We consider two popular auction formats. In the English clock auction (EC, a version of the ascending second price auction), the item price increases by one currency unit each time period (in our case, one second), and bidders can drop out at any point in time (including simultaneously). When only one bidder remains, she receives the item at the price at which her last competitor dropped out. If the price reaches the bidder’s budget, she is forced to drop out.

In the first price sealed bid auction (FP), bidders submit sealed bids for each item. Their bids cannot exceed their current budget. The bidder who submits the highest bid wins the item.

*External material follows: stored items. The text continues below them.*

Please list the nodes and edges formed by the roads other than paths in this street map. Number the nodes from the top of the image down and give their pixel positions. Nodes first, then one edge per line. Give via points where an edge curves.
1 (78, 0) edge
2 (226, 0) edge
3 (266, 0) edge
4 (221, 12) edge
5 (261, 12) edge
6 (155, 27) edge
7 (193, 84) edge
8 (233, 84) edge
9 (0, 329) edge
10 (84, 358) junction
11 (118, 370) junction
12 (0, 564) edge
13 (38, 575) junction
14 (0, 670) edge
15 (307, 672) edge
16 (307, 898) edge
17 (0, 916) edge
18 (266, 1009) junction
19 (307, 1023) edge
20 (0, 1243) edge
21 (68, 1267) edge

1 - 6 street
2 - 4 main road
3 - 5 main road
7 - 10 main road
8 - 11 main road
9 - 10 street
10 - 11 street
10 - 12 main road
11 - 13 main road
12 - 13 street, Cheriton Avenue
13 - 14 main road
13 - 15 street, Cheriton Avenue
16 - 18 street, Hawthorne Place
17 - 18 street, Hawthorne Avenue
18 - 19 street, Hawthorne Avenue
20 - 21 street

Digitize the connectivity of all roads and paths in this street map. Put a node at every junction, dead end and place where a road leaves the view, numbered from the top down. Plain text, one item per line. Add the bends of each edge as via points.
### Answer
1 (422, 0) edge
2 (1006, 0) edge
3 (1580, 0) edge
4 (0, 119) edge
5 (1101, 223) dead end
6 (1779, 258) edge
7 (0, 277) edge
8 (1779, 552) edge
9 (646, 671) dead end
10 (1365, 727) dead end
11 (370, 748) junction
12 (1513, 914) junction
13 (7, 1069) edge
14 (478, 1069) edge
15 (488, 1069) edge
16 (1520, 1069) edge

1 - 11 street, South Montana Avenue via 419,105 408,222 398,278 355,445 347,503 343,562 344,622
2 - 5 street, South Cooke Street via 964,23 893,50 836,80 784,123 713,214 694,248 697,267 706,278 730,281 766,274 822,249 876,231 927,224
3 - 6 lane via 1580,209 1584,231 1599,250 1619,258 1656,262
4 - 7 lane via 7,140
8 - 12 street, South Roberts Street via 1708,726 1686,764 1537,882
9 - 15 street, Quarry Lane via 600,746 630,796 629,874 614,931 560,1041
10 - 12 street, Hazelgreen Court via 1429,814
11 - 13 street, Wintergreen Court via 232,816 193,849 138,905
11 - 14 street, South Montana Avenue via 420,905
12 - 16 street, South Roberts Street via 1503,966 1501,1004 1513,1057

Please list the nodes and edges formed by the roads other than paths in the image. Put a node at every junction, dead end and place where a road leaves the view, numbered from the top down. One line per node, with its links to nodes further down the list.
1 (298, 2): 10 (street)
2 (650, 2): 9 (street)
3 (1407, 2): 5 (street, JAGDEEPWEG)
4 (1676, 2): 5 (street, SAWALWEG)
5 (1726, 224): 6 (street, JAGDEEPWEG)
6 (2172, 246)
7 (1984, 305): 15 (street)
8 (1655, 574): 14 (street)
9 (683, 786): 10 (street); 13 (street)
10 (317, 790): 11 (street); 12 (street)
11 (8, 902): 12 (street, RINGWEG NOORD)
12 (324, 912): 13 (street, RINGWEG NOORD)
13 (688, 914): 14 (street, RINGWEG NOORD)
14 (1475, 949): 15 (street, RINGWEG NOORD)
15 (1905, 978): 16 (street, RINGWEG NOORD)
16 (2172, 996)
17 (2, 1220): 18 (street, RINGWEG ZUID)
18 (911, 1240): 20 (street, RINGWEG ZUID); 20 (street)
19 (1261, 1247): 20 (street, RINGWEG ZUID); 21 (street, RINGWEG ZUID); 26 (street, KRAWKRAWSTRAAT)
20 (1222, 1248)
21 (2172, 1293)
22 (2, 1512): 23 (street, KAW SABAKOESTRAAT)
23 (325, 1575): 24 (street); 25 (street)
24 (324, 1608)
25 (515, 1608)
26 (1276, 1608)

In both formats, the winner of an auction for an item of value \(V_i\) pays a price \(p_i\) and receives a net utility of \(V_i-p_i\). In the case of multiple bidders submitting the same bid (in the English auction, leaving the auction at the same time), the winner is determined through a random draw between all potential winners.

3.2 Equilibrium concept

For the English auction, we follow Benoit & Krishna (2001) and constrain the set of equilibria to Nash equilibria in weakly undominated strategies. In the English auction, this implies that all bidders bid the minimum of their remaining budget and the valuation for the item in the second stage, simplifying the solution procedure considerably. The predictions do not depend on the order of elimination. Note also that this assumption rules out tacit collusion (however, once the first stage is over, the collusion promise might not be credible).

For both auction formats, we assume subgame perfection. Again, this simplifies the analysis and allows us to pin down distributional predictions. Specifically, it allows us to (1) use backward induction in the English auction and to pin down unique SPNE payoffs and revenues for each experimental setting and (2) constrain the set of equilibria in the first-price auction by eliminating non-credible threats off the equilibrium path.

3.3 Experimental settings

For the purposes of the experiment, we select several value and price settings inspired by Benoit and Krishna (2001). We use a fixed set of numbers (30, 40, 60, and 70 experimental currency units, or ECUs) and consider all their permutations as value and price amounts. Out of those permutations, we select those that satisfy \(w_1> w_2 > w_3\). Bidder 2’s budget is chosen so that she is always financially constrained (\(w2 < V_A + V_B\)) in all settings (in addition, in Setting 3 \(w_2 < V_A\)). Bidder 3’s budget is always set to 20 and thus was lower than the value of either item (\(w_3 < V_B\)). We use the resulting six combinations as the settings in the experiment (Table 1).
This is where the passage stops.